▶ _What the task asks_
Give back the entries exactly, ending with the "ctx.font = font" line.

Working data section start

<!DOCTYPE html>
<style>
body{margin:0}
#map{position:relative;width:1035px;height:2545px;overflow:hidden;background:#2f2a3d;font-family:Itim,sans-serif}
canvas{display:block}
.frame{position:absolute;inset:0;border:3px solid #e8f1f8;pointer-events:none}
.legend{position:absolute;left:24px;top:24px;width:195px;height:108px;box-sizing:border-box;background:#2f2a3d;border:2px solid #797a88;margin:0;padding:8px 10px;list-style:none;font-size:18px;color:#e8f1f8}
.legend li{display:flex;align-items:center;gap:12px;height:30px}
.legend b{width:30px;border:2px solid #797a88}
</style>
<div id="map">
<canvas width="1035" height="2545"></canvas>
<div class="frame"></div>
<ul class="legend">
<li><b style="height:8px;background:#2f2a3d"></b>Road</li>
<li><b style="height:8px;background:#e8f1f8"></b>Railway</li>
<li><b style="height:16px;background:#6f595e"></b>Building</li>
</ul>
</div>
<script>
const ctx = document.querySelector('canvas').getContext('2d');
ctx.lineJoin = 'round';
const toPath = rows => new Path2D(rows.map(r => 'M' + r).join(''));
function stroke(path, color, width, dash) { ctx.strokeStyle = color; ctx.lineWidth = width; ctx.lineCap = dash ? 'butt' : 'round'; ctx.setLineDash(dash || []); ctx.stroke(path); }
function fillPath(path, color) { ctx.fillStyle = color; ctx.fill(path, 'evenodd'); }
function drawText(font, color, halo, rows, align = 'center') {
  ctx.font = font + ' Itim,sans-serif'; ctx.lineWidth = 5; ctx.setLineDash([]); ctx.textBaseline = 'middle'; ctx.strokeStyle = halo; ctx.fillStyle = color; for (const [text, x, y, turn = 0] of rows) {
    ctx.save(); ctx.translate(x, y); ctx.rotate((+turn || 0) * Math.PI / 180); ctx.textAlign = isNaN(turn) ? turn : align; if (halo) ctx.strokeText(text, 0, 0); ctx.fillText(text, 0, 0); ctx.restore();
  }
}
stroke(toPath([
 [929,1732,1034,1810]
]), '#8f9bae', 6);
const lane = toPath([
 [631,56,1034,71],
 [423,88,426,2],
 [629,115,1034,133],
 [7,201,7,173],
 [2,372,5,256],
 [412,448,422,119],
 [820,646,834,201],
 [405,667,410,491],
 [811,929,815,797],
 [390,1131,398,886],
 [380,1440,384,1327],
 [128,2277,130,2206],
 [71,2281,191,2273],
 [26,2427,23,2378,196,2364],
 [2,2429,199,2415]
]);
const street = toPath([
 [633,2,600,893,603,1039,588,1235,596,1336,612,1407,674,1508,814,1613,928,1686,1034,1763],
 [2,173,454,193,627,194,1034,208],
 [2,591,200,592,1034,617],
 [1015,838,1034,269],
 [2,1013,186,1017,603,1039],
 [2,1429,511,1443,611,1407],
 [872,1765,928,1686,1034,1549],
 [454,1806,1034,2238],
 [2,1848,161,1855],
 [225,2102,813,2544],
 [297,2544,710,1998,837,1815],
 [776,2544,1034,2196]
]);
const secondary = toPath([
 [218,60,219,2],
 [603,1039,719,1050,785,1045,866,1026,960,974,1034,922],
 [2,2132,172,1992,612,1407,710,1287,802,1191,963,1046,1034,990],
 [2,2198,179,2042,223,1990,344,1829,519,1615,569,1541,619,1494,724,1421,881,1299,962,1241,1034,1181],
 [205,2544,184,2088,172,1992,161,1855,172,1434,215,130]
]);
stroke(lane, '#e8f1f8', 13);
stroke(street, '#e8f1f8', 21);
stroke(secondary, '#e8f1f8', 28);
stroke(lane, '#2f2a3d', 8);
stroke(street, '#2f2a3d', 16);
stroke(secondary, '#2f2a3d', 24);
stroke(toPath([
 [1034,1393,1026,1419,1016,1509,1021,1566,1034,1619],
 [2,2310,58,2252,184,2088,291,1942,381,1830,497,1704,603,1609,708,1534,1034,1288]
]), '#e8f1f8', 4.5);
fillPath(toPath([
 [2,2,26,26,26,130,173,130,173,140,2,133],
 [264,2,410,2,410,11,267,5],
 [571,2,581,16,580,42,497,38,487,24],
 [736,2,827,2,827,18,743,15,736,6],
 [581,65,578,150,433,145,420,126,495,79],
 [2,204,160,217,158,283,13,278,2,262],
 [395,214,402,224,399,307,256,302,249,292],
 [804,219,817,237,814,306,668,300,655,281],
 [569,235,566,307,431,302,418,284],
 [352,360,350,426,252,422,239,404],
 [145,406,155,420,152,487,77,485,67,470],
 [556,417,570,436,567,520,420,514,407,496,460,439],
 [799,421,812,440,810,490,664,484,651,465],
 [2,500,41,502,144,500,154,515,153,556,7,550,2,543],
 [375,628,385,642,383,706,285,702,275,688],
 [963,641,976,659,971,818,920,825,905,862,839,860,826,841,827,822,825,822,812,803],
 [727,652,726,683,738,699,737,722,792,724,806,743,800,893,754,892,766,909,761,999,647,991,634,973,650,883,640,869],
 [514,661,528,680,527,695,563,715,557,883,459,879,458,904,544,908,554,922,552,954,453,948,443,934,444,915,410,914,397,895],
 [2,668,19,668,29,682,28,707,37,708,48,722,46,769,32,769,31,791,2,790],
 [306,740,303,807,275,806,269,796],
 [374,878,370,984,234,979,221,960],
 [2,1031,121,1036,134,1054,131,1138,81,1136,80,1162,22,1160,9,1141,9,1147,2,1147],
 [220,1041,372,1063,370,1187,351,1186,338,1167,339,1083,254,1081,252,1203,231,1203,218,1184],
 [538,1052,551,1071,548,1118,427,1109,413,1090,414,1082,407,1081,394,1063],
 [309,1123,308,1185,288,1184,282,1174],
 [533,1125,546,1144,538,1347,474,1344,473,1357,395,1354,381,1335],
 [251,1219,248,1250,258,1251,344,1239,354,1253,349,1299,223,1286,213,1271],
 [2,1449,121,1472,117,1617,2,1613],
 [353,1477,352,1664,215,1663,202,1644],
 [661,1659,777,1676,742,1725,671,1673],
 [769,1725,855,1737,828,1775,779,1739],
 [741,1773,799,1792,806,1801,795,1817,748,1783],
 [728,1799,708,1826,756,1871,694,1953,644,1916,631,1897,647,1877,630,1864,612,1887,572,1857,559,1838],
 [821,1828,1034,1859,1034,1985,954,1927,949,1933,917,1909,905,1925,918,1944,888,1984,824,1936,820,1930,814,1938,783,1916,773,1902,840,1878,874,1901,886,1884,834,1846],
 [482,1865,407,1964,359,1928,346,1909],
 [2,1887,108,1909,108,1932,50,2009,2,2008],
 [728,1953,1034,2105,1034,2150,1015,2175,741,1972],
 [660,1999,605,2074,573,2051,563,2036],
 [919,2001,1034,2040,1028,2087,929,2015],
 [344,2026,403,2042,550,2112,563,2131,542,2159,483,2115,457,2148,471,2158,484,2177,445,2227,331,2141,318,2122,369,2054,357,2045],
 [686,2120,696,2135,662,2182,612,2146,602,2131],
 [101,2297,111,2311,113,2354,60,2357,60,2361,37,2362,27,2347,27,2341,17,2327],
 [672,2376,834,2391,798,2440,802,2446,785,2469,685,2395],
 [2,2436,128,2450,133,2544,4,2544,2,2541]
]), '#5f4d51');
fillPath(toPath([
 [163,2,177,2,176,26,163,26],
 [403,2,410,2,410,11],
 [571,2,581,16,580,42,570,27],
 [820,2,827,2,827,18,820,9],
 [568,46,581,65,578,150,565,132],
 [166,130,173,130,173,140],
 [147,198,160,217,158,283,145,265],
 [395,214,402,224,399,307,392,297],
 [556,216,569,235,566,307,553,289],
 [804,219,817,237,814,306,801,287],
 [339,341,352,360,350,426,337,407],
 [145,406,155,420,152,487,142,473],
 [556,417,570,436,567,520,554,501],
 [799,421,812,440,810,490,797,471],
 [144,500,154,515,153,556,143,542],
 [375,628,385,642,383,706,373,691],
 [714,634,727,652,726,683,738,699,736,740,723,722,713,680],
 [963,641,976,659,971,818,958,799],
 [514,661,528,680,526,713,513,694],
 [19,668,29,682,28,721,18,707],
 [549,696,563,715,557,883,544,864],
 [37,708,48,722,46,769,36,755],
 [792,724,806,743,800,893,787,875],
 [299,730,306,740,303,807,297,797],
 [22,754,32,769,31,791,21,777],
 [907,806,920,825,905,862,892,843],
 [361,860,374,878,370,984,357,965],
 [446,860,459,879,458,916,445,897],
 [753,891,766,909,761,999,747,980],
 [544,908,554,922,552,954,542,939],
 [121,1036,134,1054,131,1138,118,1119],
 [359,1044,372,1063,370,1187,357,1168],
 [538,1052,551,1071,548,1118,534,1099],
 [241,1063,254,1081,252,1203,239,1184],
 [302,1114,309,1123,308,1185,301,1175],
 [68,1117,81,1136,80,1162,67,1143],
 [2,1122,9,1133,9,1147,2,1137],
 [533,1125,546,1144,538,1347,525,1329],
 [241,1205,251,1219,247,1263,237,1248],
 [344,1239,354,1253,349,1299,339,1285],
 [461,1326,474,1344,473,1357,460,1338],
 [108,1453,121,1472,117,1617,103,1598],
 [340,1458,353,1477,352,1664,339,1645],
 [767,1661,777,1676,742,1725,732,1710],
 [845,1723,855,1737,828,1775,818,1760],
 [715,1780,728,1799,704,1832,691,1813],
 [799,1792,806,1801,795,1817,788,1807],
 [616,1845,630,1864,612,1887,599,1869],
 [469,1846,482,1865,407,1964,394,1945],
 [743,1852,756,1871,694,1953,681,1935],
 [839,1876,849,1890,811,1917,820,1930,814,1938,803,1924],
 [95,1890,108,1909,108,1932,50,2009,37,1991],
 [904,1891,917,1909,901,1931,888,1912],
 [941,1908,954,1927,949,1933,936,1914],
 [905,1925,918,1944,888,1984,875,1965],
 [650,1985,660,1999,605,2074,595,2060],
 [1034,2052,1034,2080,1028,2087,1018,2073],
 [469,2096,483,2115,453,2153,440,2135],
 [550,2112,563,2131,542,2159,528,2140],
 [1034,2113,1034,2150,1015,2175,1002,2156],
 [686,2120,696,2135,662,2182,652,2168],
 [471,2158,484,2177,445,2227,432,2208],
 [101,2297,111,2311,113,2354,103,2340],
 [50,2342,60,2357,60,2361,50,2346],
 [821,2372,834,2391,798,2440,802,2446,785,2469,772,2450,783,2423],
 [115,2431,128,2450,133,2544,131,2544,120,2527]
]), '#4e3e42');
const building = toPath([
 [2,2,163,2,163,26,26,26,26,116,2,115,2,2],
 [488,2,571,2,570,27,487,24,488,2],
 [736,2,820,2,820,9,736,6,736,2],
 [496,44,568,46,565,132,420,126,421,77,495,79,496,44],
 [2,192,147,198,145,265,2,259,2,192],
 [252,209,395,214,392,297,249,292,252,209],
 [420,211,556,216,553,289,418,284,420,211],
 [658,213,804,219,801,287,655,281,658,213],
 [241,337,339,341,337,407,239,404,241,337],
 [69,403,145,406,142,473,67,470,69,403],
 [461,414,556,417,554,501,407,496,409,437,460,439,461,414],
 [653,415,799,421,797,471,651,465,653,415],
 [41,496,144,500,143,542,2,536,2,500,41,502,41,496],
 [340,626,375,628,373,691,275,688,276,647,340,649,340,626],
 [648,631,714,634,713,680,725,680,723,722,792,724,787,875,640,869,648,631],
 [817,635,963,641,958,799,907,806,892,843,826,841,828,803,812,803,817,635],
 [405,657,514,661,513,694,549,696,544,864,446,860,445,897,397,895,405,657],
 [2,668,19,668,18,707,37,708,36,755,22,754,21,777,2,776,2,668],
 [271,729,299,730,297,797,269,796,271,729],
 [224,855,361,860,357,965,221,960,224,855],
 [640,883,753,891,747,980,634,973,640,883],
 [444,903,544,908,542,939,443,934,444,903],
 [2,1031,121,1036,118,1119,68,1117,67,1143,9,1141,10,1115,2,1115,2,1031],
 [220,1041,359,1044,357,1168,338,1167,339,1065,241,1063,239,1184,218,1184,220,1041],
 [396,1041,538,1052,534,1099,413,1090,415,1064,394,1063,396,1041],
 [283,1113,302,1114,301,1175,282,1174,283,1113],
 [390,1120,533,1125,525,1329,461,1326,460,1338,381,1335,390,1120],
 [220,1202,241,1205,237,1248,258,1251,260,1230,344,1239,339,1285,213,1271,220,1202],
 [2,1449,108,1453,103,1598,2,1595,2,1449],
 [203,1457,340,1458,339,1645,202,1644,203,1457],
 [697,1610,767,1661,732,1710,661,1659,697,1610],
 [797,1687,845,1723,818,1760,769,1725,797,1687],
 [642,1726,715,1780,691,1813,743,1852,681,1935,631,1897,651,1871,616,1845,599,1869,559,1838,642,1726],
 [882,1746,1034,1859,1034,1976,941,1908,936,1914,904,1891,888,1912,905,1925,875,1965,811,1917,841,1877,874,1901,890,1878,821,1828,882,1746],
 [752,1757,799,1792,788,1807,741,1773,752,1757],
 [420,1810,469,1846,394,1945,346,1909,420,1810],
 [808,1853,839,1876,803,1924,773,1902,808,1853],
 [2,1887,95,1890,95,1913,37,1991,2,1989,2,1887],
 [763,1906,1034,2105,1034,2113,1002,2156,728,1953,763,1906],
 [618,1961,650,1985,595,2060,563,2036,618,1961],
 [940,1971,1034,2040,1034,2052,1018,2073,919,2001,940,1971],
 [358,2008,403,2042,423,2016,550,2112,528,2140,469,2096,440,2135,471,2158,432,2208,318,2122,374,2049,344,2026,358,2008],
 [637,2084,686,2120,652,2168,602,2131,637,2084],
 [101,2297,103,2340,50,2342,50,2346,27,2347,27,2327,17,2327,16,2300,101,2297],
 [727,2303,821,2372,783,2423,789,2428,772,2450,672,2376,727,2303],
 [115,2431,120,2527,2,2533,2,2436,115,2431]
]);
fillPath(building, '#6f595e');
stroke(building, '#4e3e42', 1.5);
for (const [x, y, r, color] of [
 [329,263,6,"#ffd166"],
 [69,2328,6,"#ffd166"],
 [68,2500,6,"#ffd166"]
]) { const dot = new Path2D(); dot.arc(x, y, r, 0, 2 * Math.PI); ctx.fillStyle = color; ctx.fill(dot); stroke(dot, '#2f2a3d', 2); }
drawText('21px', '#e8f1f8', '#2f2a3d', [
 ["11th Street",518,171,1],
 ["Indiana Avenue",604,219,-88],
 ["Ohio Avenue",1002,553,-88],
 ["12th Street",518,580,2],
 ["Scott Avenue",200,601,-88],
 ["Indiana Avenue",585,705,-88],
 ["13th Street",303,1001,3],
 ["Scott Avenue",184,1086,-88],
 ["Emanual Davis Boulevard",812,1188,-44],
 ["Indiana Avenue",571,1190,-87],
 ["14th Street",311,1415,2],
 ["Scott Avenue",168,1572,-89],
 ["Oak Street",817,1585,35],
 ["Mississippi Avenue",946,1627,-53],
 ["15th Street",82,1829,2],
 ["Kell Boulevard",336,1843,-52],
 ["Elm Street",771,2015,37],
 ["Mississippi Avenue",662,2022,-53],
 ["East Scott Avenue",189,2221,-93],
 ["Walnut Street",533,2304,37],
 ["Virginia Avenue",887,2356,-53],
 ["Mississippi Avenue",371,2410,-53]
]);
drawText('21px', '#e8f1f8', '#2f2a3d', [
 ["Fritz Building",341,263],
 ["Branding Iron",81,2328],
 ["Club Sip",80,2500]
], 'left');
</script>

Working data section end

▶ _Completed exercise_
<!DOCTYPE html>
<style>
body{margin:0}
#map{position:relative;width:1035px;height:2545px;overflow:hidden;background:#2f2a3d;font-family:Itim,sans-serif}
canvas{display:block}
.frame{position:absolute;inset:0;border:3px solid #e8f1f8;pointer-events:none}
.legend{position:absolute;left:24px;top:24px;width:195px;height:108px;box-sizing:border-box;background:#2f2a3d;border:2px solid #797a88;margin:0;padding:8px 10px;list-style:none;font-size:18px;color:#e8f1f8}
.legend li{display:flex;align-items:center;gap:12px;height:30px}
.legend b{width:30px;border:2px solid #797a88}
</style>
<div id="map">
<canvas width="1035" height="2545"></canvas>
<div class="frame"></div>
<ul class="legend">
<li><b style="height:8px;background:#2f2a3d"></b>Road</li>
<li><b style="height:8px;background:#e8f1f8"></b>Railway</li>
<li><b style="height:16px;background:#6f595e"></b>Building</li>
</ul>
</div>
<script>
const ctx = document.querySelector('canvas').getContext('2d');
ctx.lineJoin = 'round';
const toPath = rows => new Path2D(rows.map(r => 'M' + r).join(''));
function stroke(path, color, width, dash) { ctx.strokeStyle = color; ctx.lineWidth = width; ctx.lineCap = dash ? 'butt' : 'round'; ctx.setLineDash(dash || []); ctx.stroke(path); }
function fillPath(path, color) { ctx.fillStyle = color; ctx.fill(path, 'evenodd'); }
function drawText(font, color, halo, rows, align = 'center') {
  ctx.font = font + ' Itim,sans-serif'; ctx.lineWidth = 5; ctx.setLineDash([]); ctx.textBaseline = 'middle'; ctx.strokeStyle = halo; ctx.fillStyle = color; for (const [text, x, y, turn = 0] of rows) {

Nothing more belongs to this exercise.